Before I go, I have something to say

Elimination Diet

Am I going nuts? Or not? I’m not being rhetorical or metaphysical here. I’m on a diet – an “elimination diet” – and nuts are taboo in this land of no-nos. Shelled, raw, toasted, sliced, salted – all those tasty variations are forbidden to me, for a month. A very, very long month.

Despite its name, this diet is not meant to eliminate headaches. It’s not quite that simple. What it’s designed to do is to first deprive me of every food that has ever triggered someone else’s migraine. After a month of these restrictions, I am to choose just one of the outlawed foods, eat it for two or three days, and record what it does to my head. If it doesn’t cause a lot of pain, then it goes in column A. If, instead, a major migraine sets in, then it goes in column B.

Then I’m to stop eating that food, whether it was a grapefruit or a peanut or a hunk of Parmesan cheese, and try another one, again for two to three days. This could take forever, it seems to me, but at the end of the experiment, I will have two lists: One, a list of foods that seem to contribute to my migraines, and the other a list of foods that I can, once again, eat freely.

So, you see, it’s called an elimination diet mainly because it shows, in the end, what foods to eliminate in order to feel better. I have no great hopes of completely eradicating my headaches, especially since even now, eating none of these things, I continue to migrainate daily.

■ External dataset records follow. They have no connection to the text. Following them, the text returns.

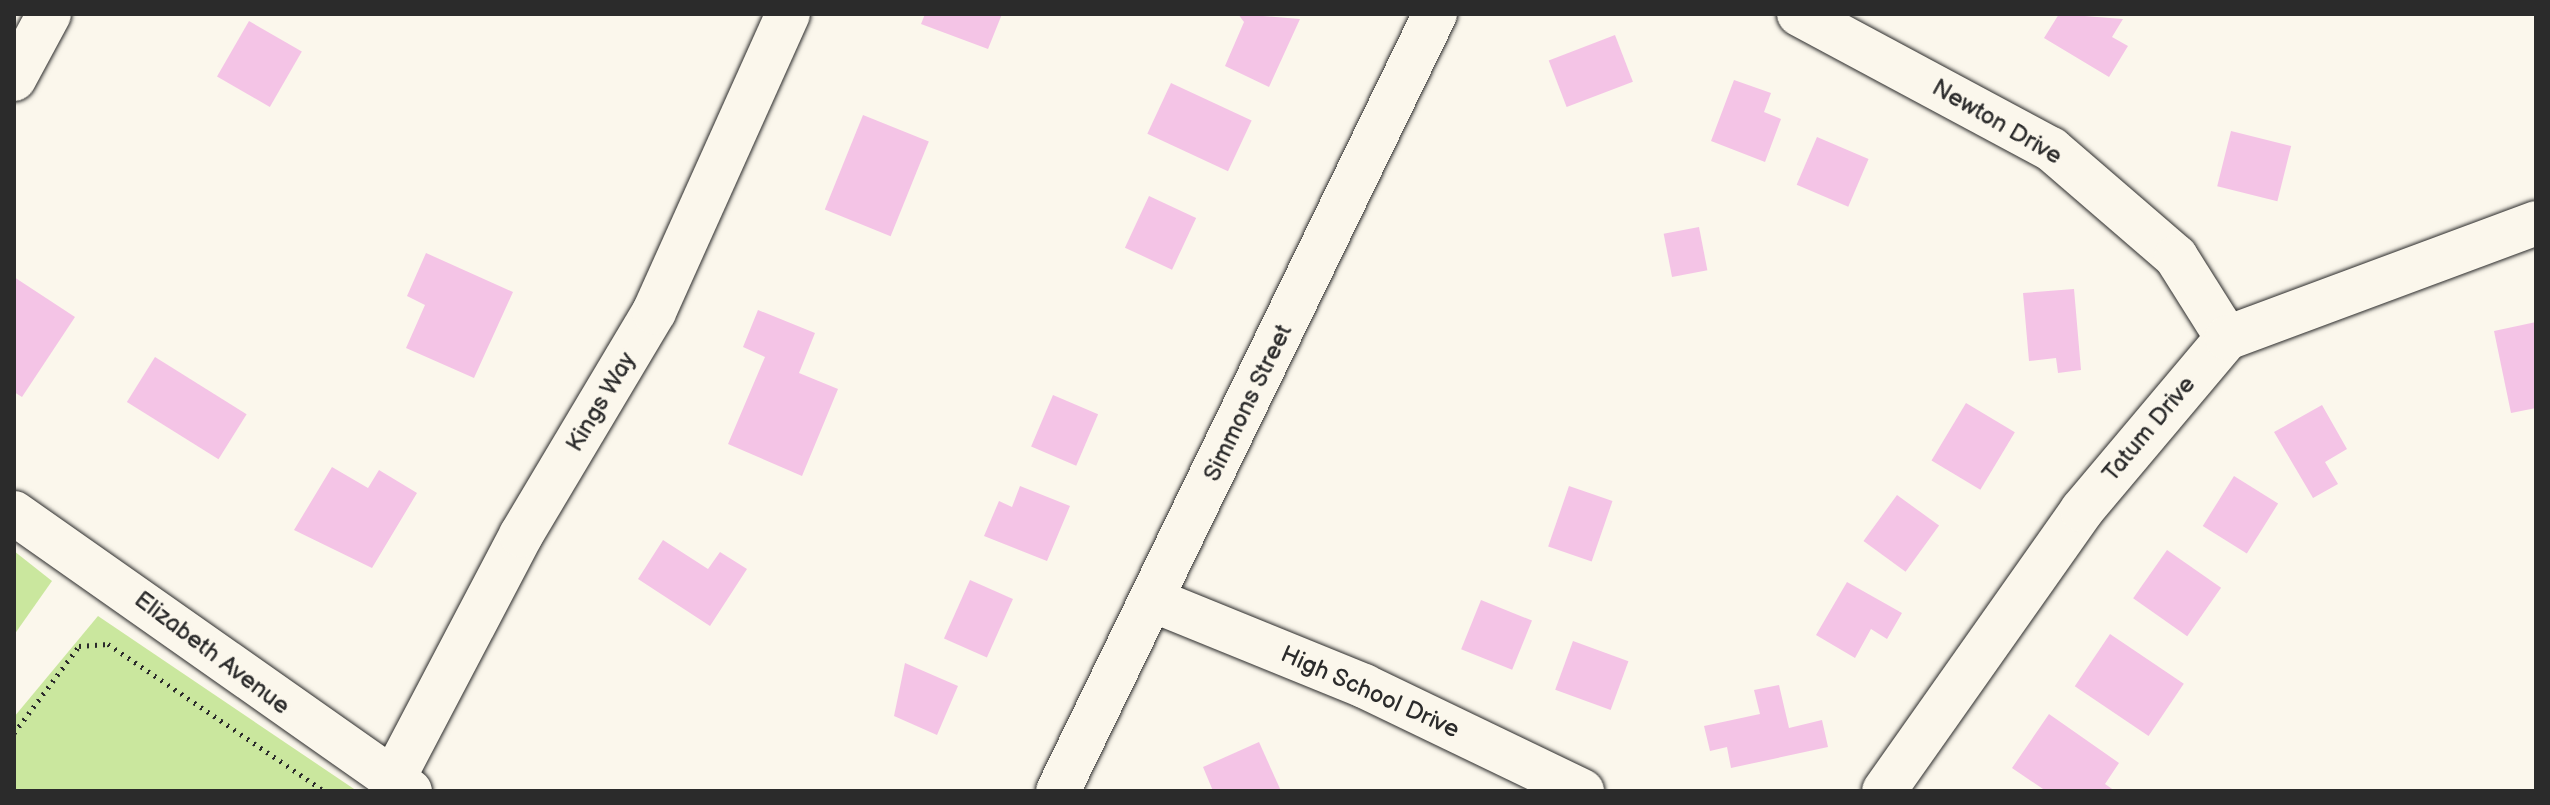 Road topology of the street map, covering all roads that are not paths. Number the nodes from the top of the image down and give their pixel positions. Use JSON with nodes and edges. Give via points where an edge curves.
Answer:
{"nodes":[{"id":1,"x":49,"y":14,"type":"edge"},
{"id":2,"x":788,"y":14,"type":"edge"},
{"id":3,"x":1435,"y":14,"type":"edge"},
{"id":4,"x":1799,"y":14,"type":"edge"},
{"id":5,"x":14,"y":79,"type":"edge"},
{"id":6,"x":2536,"y":223,"type":"edge"},
{"id":7,"x":2227,"y":338,"type":"junction"},
{"id":8,"x":14,"y":513,"type":"edge"},
{"id":9,"x":1155,"y":601,"type":"junction"},
{"id":10,"x":402,"y":785,"type":"edge"},
{"id":11,"x":1058,"y":791,"type":"edge"},
{"id":12,"x":1582,"y":791,"type":"edge"},
{"id":13,"x":1884,"y":791,"type":"edge"}],
"edges":[{"from":1,"to":5,"type":"street"},
{"from":2,"to":10,"type":"street","name":"Kings Way","via":[[654,312],[521,535]]},
{"from":3,"to":9,"type":"street","name":"Simmons Street"},
{"from":4,"to":7,"type":"street","name":"Newton Drive","via":[[2051,149],[2176,257]]},
{"from":6,"to":7,"type":"street","name":"Tatum Drive"},
{"from":7,"to":13,"type":"street","name":"Tatum Drive","via":[[2082,510]]},
{"from":8,"to":10,"type":"street","name":"Elizabeth Avenue"},
{"from":9,"to":11,"type":"street","name":"Simmons Street"},
{"from":9,"to":12,"type":"street","name":"High School Drive","via":[[1364,686]]}]} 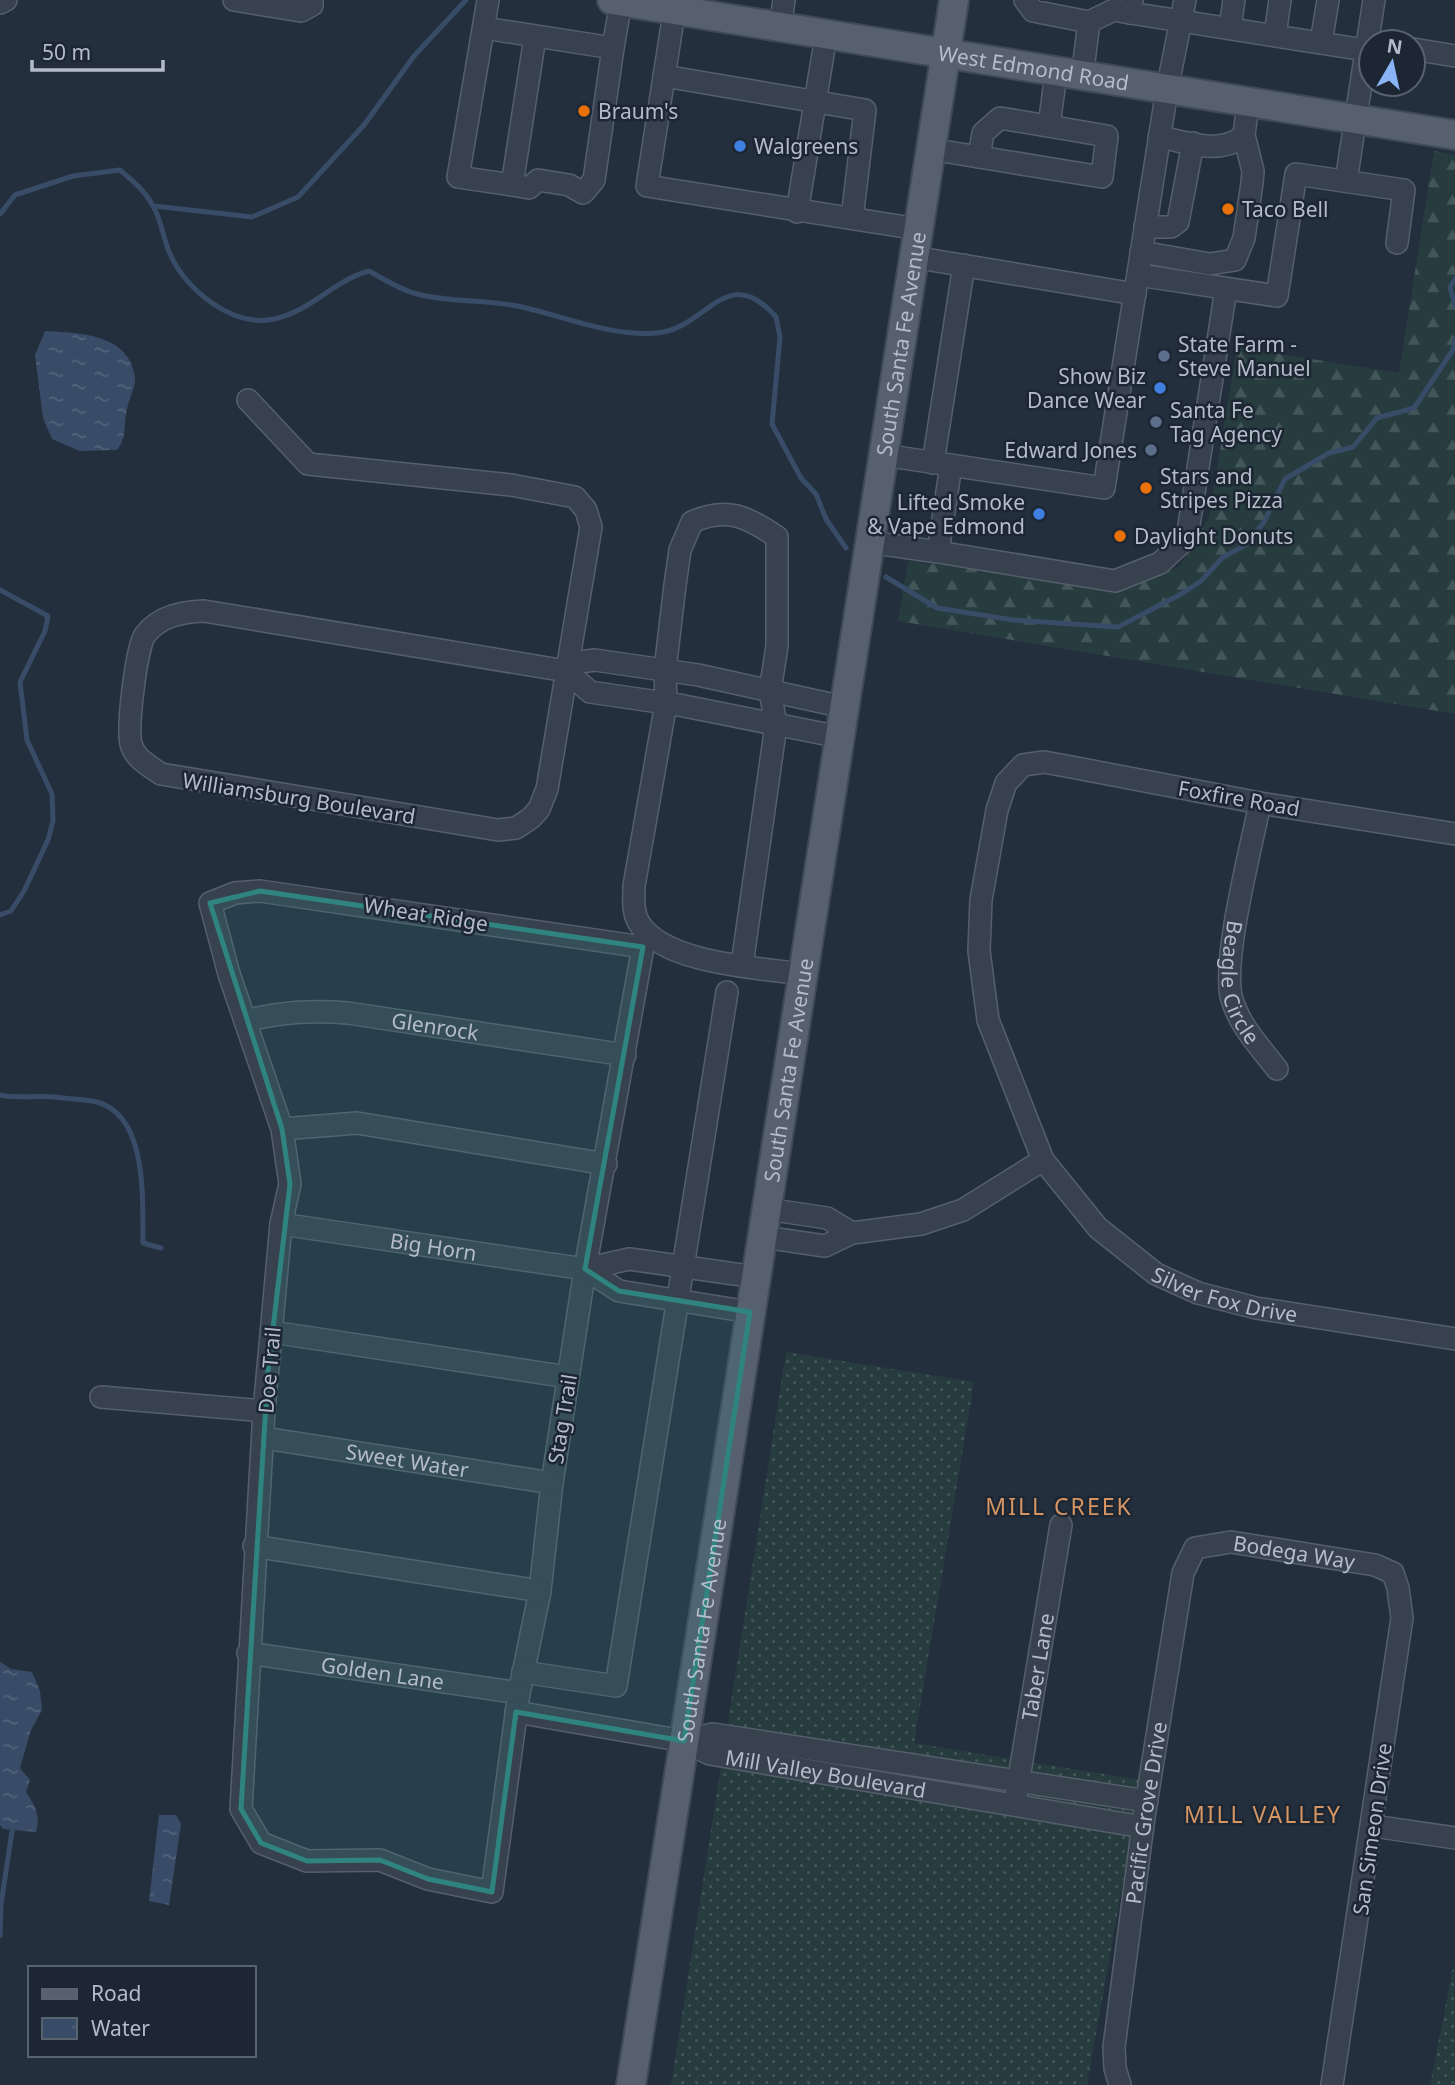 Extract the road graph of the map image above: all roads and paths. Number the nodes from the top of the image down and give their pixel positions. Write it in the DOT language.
graph roads {
  1 [pos="6,0"];
  2 [pos="234,0"];
  3 [pos="312,0"];
  4 [pos="488,0"];
  5 [pos="784,0"];
  6 [pos="954,0"];
  7 [pos="1024,0"];
  8 [pos="1234,0"];
  9 [pos="1280,0"];
  10 [pos="1328,0"];
  11 [pos="1374,0"];
  12 [pos="616,1"];
  13 [pos="0,3"];
  14 [pos="675,5"];
  15 [pos="1123,6"];
  16 [pos="1183,10"];
  17 [pos="1089,22"];
  18 [pos="1230,27"];
  19 [pos="484,28"];
  20 [pos="780,28"];
  21 [pos="1370,28"];
  22 [pos="1275,35"];
  23 [pos="827,36"];
  24 [pos="535,37"];
  25 [pos="1321,43"];
  26 [pos="1357,44"];
  27 [pos="613,48"];
  28 [pos="1427,52"];
  29 [pos="945,56"];
  30 [pos="1455,57"];
  31 [pos="664,76"];
  32 [pos="1069,76"];
  33 [pos="1167,90"];
  34 [pos="1359,98"];
  35 [pos="815,102"];
  36 [pos="1248,103"];
  37 [pos="1355,120"];
  38 [pos="1049,126"];
  39 [pos="1244,135"];
  40 [pos="1455,135"];
  41 [pos="1159,137"];
  42 [pos="1194,143"];
  43 [pos="930,149"];
  44 [pos="979,157"];
  45 [pos="1346,181"];
  46 [pos="520,186"];
  47 [pos="797,212"];
  48 [pos="852,218"];
  49 [pos="1145,227"];
  50 [pos="918,229"];
  51 [pos="1397,243"];
  52 [pos="1141,252"];
  53 [pos="914,257"];
  54 [pos="964,265"];
  55 [pos="1136,285"];
  56 [pos="1226,289"];
  57 [pos="248,400"];
  58 [pos="883,455"];
  59 [pos="942,464"];
  60 [pos="869,542"];
  61 [pos="938,552"];
  62 [pos="665,670"];
  63 [pos="566,671"];
  64 [pos="770,691"];
  65 [pos="666,703"];
  66 [pos="844,707"];
  67 [pos="776,725"];
  68 [pos="840,737"];
  69 [pos="1023,765"];
  70 [pos="1260,803"];
  71 [pos="1455,834"];
  72 [pos="210,903"];
  73 [pos="643,947"];
  74 [pos="742,965"];
  75 [pos="803,974"];
  76 [pos="727,992"];
  77 [pos="246,1021"];
  78 [pos="625,1055"];
  79 [pos="1277,1069"];
  80 [pos="282,1129"];
  81 [pos="1042,1160"];
  82 [pos="606,1164"];
  83 [pos="767,1209"];
  84 [pos="281,1224"];
  85 [pos="852,1233"];
  86 [pos="763,1237"];
  87 [pos="685,1267"];
  88 [pos="585,1269"];
  89 [pos="756,1277"];
  90 [pos="679,1300"];
  91 [pos="750,1312"];
  92 [pos="272,1332"];
  93 [pos="1455,1339"];
  94 [pos="568,1377"];
  95 [pos="101,1397"];
  96 [pos="264,1411"];
  97 [pos="264,1438"];
  98 [pos="552,1483"];
  99 [pos="1061,1525"];
  100 [pos="254,1546"];
  101 [pos="1195,1548"];
  102 [pos="1392,1573"];
  103 [pos="540,1591"];
  104 [pos="248,1653"];
  105 [pos="519,1693"];
  106 [pos="684,1741"];
  107 [pos="1018,1783"];
  108 [pos="1147,1801"];
  109 [pos="1014,1806"];
  110 [pos="1373,1826"];
  111 [pos="1143,1827"];
  112 [pos="1455,1838"];
  113 [pos="492,1892"];
  114 [pos="1119,2084"];
  115 [pos="631,2085"];
  116 [pos="1332,2085"];
  1 -- 13 [label="street"];
  2 -- 3 [label="street"];
  4 -- 19 [label="street"];
  5 -- 20 [label="street"];
  6 -- 29 [label="main road, South Santa Fe Avenue"];
  7 -- 17 [label="street"];
  8 -- 18 [label="street"];
  9 -- 22 [label="street"];
  10 -- 25 [label="street"];
  11 -- 21 [label="street"];
  12 -- 14 [label="main road, West Edmond Road"];
  12 -- 27 [label="street"];
  14 -- 20 [label="main road, West Edmond Road"];
  14 -- 31 [label="street"];
  15 -- 16 [label="street"];
  15 -- 17 [label="street"];
  16 -- 18 [label="street"];
  16 -- 33 [label="street"];
  17 -- 32 [label="street"];
  18 -- 22 [label="street"];
  19 -- 24 [label="street"];
  19 -- 46 [label="street"];
  20 -- 23 [label="main road, West Edmond Road"];
  22 -- 25 [label="street"];
  23 -- 29 [label="main road, West Edmond Road"];
  23 -- 35 [label="street"];
  24 -- 27 [label="street"];
  24 -- 46 [label="street"];
  25 -- 26 [label="street"];
  27 -- 46 [label="street"];
  28 -- 30 [label="street"];
  29 -- 32 [label="main road, West Edmond Road"];
  29 -- 43 [label="main road, South Santa Fe Avenue"];
  31 -- 35 [label="street"];
  31 -- 47 [label="street"];
  32 -- 33 [label="main road, West Edmond Road"];
  32 -- 38 [label="street"];
  33 -- 36 [label="main road, West Edmond Road"];
  33 -- 41 [label="street"];
  34 -- 37 [label="street"];
  35 -- 47 [label="street"];
  35 -- 48 [label="street"];
  36 -- 37 [label="main road, West Edmond Road"];
  36 -- 39 [label="street"];
  37 -- 40 [label="main road, West Edmond Road"];
  37 -- 45 [label="street"];
  38 -- 44 [label="street"];
  38 -- 44 [label="street"];
  39 -- 42 [label="street"];
  39 -- 52 [label="street"];
  41 -- 42 [label="street"];
  41 -- 49 [label="street"];
  42 -- 49 [label="street"];
  43 -- 44 [label="street"];
  43 -- 50 [label="main road, South Santa Fe Avenue"];
  45 -- 51 [label="street"];
  45 -- 56 [label="street"];
  47 -- 48 [label="street"];
  48 -- 50 [label="street"];
  49 -- 52 [label="street"];
  50 -- 53 [label="main road, South Santa Fe Avenue"];
  52 -- 55 [label="street"];
  53 -- 54 [label="street"];
  53 -- 58 [label="main road, South Santa Fe Avenue"];
  54 -- 55 [label="street"];
  54 -- 59 [label="street"];
  55 -- 56 [label="street"];
  55 -- 59 [label="street"];
  56 -- 61 [label="street"];
  57 -- 63 [label="street, Williamsburg Boulevard"];
  58 -- 59 [label="street"];
  58 -- 60 [label="main road, South Santa Fe Avenue"];
  59 -- 61 [label="street"];
  60 -- 61 [label="street"];
  60 -- 66 [label="main road, South Santa Fe Avenue"];
  62 -- 63 [label="street, Williamsburg Boulevard"];
  62 -- 64 [label="street, Williamsburg Boulevard"];
  62 -- 64 [label="street"];
  62 -- 65 [label="street"];
  63 -- 63 [label="street, Williamsburg Boulevard"];
  63 -- 65 [label="street, Williamsburg Boulevard"];
  64 -- 66 [label="street, Williamsburg Boulevard"];
  64 -- 67 [label="street"];
  65 -- 67 [label="street, Williamsburg Boulevard"];
  65 -- 74 [label="street"];
  66 -- 68 [label="main road, South Santa Fe Avenue"];
  67 -- 68 [label="street, Williamsburg Boulevard"];
  67 -- 74 [label="street"];
  68 -- 75 [label="main road, South Santa Fe Avenue"];
  69 -- 70 [label="street, Foxfire Road"];
  69 -- 81 [label="street, Silver Fox Drive"];
  70 -- 71 [label="street, Foxfire Road"];
  70 -- 79 [label="street, Beagle Circle"];
  72 -- 73 [label="street, Wheat Ridge"];
  72 -- 77 [label="street, Doe Trail"];
  73 -- 78 [label="street, Stag Trail"];
  74 -- 75 [label="street"];
  75 -- 83 [label="main road, South Santa Fe Avenue"];
  76 -- 87 [label="street"];
  77 -- 78 [label="street, Glenrock"];
  77 -- 80 [label="street, Doe Trail"];
  78 -- 82 [label="street, Stag Trail"];
  80 -- 82 [label="street"];
  80 -- 84 [label="street, Doe Trail"];
  81 -- 85 [label="street"];
  81 -- 93 [label="street, Silver Fox Drive"];
  82 -- 88 [label="street, Stag Trail"];
  83 -- 85 [label="street"];
  83 -- 86 [label="main road, South Santa Fe Avenue"];
  84 -- 88 [label="street, Big Horn"];
  84 -- 92 [label="street, Doe Trail"];
  85 -- 86 [label="street"];
  86 -- 89 [label="main road, South Santa Fe Avenue"];
  87 -- 88 [label="street, Big Horn"];
  87 -- 89 [label="street, Big Horn"];
  87 -- 90 [label="street"];
  88 -- 90 [label="street, Big Horn"];
  88 -- 94 [label="street, Stag Trail"];
  89 -- 91 [label="main road, South Santa Fe Avenue"];
  90 -- 91 [label="street, Big Horn"];
  90 -- 105 [label="street"];
  91 -- 106 [label="main road, South Santa Fe Avenue"];
  92 -- 94 [label="street"];
  92 -- 96 [label="street, Doe Trail"];
  94 -- 98 [label="street, Stag Trail"];
  95 -- 96 [label="street"];
  96 -- 97 [label="street, Doe Trail"];
  97 -- 98 [label="street, Sweet Water"];
  97 -- 100 [label="street, Doe Trail"];
  98 -- 103 [label="street, Stag Trail"];
  99 -- 107 [label="street, Taber Lane"];
  100 -- 103 [label="street"];
  100 -- 104 [label="street, Doe Trail"];
  101 -- 102 [label="street, Bodega Way"];
  101 -- 108 [label="street, Pacific Grove Drive"];
  102 -- 110 [label="street, San Simeon Drive"];
  103 -- 105 [label="street, Stag Trail"];
  104 -- 105 [label="street, Golden Lane"];
  104 -- 113 [label="street, Doe Trail"];
  105 -- 106 [label="street, Golden Lane"];
  105 -- 113 [label="street, Stag Trail"];
  106 -- 107 [label="street, Mill Valley Boulevard"];
  106 -- 109 [label="street, Mill Valley Boulevard"];
  106 -- 115 [label="main road, South Santa Fe Avenue"];
  107 -- 108 [label="street, Mill Valley Boulevard"];
  107 -- 109 [label="street, Taber Lane"];
  108 -- 111 [label="street, Pacific Grove Drive"];
  109 -- 111 [label="street, Mill Valley Boulevard"];
  110 -- 112 [label="street"];
  110 -- 116 [label="street, San Simeon Drive"];
  111 -- 114 [label="street, Pacific Grove Drive"];
}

Confronted with elimination dieting, one is expected to be an ascetic, a Zen master, a Trappist monk, not to mention a first-class food detective. Get out the magnifying glass and start scanning the cans, cartons, and containers in the pantry and the fridge, and you’ll be amazed at what you find. The list says, “No MSG,” but what about sodium hexametaphosphate, potassium sorbate, Yellow 5, Blue 1, Red 40? Dairy is another banned substance, but is lactic acid the same as lactose? A supplement I’ve been taking for months – for my health – suddenly appears poisonous, as I notice the whey, lactose, and dried milk solids in its long list of inert ingredients. Does “inert” mean harmless, or does it mean I won’t be able to move a muscle if I take too much?

I understand I can’t have milk or cream or cheese that tastes good. (American cheese is allowed, but I think it was a sad day when the name of our country got slapped onto that plastic orange block.) No cheese – the good kind – takes pizza right off my plate.

It takes some of my favorite toppings off, too, since I can’t have bacon, sausage, or smoked anything. I thought I could live without certain foods, but all you have to do is tell me I can’t eat something, and a strange craving develops. Don’t tell ME not to eat an anchovy.

Besides that, the foundation of any self-respecting pizza is a freshly-risen, yeast-based crust. But fresh yeast is on the no-fly zone, meaning no donuts, no bagels, no coffeecake, no fresh sourdough. Is matzo out? Maybe I can find some hardtack. I find myself thinking fondly of the teething biscuits my kids used to gnaw on, but they’re probably full of something else on the list. Granulated avocados, maybe, or essence of citrus fruit.

Drs. Oz and Weil rave about the antioxidant benefits of dark chocolate, which appears to be the biggest migraine culprit of all. I haven’t gone a day without chocolate since, well, a really long time. I thought I’d need a 12-step program for that one, but I went cold turkey. Hello, my name is Pam. It’s been 17 days since my last chocolate chip.

But hey. I can have wheat. This isn’t, thank heaven, a gluten-free ordeal. I can have popcorn, or even white chocolate-covered pretzels. Now, there’s a balanced diet! I can guzzle strawberries, and blueberries, and cottage cheese, which aren’t bad mixed together. No caffeine, so I had to hunt for decaf tea. I only like coffee drowned in cream, which I can’t have anyway. No Starbucks mochas for me. My sister-in-law calls this sensory deprivation, and I can only sniffle and agree.

Is it worth it? I don’t know. I might find out that 1) Pastrami gives me headaches, or 2) It’s not the food, it’s something else. That’s what I fear the most, that I’ll go to all this trouble and find out nothing in my diet can be pinned to my migraines. If it’s not that, what is it? Changes in the barometric pressure? Reading the Sunday New York Times? Using a keyboard to write my poems? I can’t change any of that – no, really, I can’t. I won’t. Maybe they’re caused by stubbornness, in which case, I’m doomed.

This reminds me of the folktale in which a man complains to a genie that his house is too small. So the genie conjures up six cows, four horses, a pair of oxen, and twelve more kids to share his space. As the man shrieks, “How is this making it better?” the genie snaps his fingers and does away with all the added occupants. Suddenly, the house feels more than big enough.

Here’s a welcome news flash: A new study says diet has nothing to do with migraines. In fact, one researcher finds that craving chocolate may be the brain’s natural response to a bad headache. So perhaps chocolate is good for pain? Some kind of yummy homeopathic cure? Sounds reasonable to me. Pass the M&Ms, please. Wait – make that peanut M&Ms. Thank you.